Zurich's Italian landmark faces axe

How long will Coopi last in Zurich? Keystone

A famous Zurich restaurant, once frequented by Lenin and Mussolini, may have to shut down after 100 years of business, severing its links with the Italian community.

This content was published on November 3, 2006 minutes

Restaurant Cooperativo has a long association with Italian immigration and culture and the anti-fascist and trade union movements. But an impending rent hike has put its future in doubt.

Canvasses from the artist Mario Comensoli depicting vibrant street scenes gaze down on the diners packed onto the wooden benches at lunchtime during a typical weekday at the restaurant.

The patrons are attracted by the hearty Italian cuisine that costs a fraction of the prices charged at the 80 or so competitors in the surrounding streets.

But Restaurant Cooperativo, known as Coopi, means more to many of its patrons than risotto, bolognese or tagliatelli. It has been the focal point in German-speaking Switzerland for Italian integration since 1905 and provided a haven for many escaping fascism in their country between the wars.

Commercial profits have never been top of the central Zurich restaurant's list of priorities, and this traditional way of operating now threatens its very existence.

The Zurich city authorities, which own the building, have recently demanded a rent increase from around SFr165,000 ($132,000) a year to SFr180,000 – effective from the start of 2007.
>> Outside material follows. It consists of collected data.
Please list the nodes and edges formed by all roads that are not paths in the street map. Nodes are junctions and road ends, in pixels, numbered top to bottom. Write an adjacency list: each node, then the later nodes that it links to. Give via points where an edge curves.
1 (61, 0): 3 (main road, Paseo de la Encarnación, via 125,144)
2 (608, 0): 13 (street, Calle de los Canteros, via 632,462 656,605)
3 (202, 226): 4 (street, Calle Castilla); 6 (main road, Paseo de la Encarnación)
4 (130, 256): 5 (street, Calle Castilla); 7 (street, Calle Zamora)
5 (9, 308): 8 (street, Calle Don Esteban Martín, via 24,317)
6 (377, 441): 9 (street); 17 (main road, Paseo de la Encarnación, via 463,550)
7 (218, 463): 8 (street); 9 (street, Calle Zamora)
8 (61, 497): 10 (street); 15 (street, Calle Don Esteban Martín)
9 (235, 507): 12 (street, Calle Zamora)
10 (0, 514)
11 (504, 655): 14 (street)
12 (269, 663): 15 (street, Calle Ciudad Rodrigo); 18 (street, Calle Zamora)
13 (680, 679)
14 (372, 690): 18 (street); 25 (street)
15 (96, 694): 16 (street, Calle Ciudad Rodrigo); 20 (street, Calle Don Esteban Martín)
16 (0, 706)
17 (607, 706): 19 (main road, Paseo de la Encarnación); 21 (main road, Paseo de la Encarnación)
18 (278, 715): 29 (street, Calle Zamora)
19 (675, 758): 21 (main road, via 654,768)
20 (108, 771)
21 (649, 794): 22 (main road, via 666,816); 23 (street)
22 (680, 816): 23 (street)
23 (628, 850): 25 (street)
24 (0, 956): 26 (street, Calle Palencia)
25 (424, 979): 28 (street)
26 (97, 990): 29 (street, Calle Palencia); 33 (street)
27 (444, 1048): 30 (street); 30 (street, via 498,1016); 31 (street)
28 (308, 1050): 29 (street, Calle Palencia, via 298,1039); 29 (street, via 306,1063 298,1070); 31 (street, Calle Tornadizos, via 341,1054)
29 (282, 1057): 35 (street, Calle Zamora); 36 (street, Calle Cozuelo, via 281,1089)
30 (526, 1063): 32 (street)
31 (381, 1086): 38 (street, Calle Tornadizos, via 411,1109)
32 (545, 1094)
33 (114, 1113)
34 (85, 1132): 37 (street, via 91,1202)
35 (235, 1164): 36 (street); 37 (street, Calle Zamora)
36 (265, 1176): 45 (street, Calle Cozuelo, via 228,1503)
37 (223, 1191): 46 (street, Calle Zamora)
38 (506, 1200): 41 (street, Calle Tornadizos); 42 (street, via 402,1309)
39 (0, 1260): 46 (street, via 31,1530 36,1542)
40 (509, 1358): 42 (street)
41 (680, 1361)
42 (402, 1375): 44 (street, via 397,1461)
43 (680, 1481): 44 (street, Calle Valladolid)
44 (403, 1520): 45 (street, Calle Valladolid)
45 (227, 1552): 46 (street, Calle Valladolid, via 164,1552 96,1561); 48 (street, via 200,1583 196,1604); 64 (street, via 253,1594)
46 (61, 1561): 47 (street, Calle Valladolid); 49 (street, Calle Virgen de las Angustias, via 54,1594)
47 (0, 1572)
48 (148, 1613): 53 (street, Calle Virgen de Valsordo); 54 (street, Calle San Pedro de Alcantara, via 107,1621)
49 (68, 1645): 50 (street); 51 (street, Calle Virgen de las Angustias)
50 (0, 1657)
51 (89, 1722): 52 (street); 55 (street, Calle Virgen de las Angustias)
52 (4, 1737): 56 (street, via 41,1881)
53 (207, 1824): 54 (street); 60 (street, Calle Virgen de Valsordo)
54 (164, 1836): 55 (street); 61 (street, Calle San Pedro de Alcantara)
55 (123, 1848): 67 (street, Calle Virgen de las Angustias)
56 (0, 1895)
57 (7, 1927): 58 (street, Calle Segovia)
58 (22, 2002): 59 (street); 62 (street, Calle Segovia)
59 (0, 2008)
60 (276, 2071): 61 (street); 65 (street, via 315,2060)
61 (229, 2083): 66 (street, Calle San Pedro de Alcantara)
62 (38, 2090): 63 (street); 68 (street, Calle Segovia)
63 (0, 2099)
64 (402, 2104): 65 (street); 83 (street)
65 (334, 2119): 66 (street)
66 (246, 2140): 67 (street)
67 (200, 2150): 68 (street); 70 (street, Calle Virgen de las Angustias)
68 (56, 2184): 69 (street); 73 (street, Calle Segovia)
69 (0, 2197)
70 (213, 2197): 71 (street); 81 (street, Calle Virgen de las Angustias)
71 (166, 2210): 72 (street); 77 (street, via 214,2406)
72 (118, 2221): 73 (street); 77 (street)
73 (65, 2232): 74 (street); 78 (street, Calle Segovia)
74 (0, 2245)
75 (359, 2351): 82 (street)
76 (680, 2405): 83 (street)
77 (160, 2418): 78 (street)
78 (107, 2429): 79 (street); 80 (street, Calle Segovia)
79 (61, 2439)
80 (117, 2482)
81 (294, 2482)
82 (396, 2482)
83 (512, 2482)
Coopi is unable to meet that hike unless it abandons its idealism, something the Cooperative Society of Italians in Zurich, the organisation that runs the restaurant, is unwilling to do.

Society president Andrea Ermano told swissinfo that Coopi was more than simply a restaurant.


"We have served to help integrate Italians into the German speaking part of Switzerland. This example is particularly important to maintain with the current climate of immigration and the movement of workers from the European Union," he said.

"We have a art collection on our walls that is free for anyone to see and we host meetings for countless societies. It is not just Italian-speaking people who use these facilities.

"I cannot understand why the city would haggle over SFr15,000 when we give so much for free to the people of Zurich."

The restaurant has an illustrious alumnus of famous patrons, mainly linked to left-wing political movements.

In 1913 the then socialist Mussolini visited Coopi and the exiled Lenin is reported to have had his last meal in Switzerland at the restaurant before jumping on a train to Russia to lead the revolution.


Current Swiss president and centre-left Social Democrat Moritz Leuenberger was a regular during his student days.

Coopi has already changed location on two occasions and is now in the Strassburgstrasse, but Ermano believes another move would be its death knell.

"We have always been situated at the heart of Zurich. In earlier days this made it easy for Italian immigrants to find us from the train station, and now it provides a convenient location to hold meetings," he said.

"If we are forced out of our current location we would never afford another place in the city centre. We simply could not survive on the outskirts or in an old industrial park."

Coopi's current flexible rental agreement, paying a varying amount each year according to how many customers they attract, has been in place since 1970.

But the city authorities say they need a higher fixed amount to pay for the planned SFr1 million renovations the building needs.

Negotiations have been ongoing for some time, but have now reached a deadlock that appears insurmountable. Despite recognising the social significance of Coopi, the city's real estate management department say the commercial arguments for changing the rental agreement are too strong to ignore.

But Ermano has not given up the fight, vowing to lodge an appeal against the decision that could spark a long legal battle.

If the Restaurant Cooperativo does disappear, Ermano believes a slice of Zurich's history will also be erased.

swissinfo, Matthew Allen in Zurich

In brief

Restaurant Cooperativo opened its doors in 1905 at the same time the Cooperative Society for Italians in Zurich came into being.

The restaurant was originally situated in Zwinglistrasse in Zurich city, moved to Militärstrasse seven years later and relocated again to its current location in Strassburgstrasse in 1970.

The rent it currently pays to the city authorities is dependent on the number of customers the restaurant attracts during the year. In recent years this has varied from SFr145,000 to SFr200,000, but is typically SFr165,000.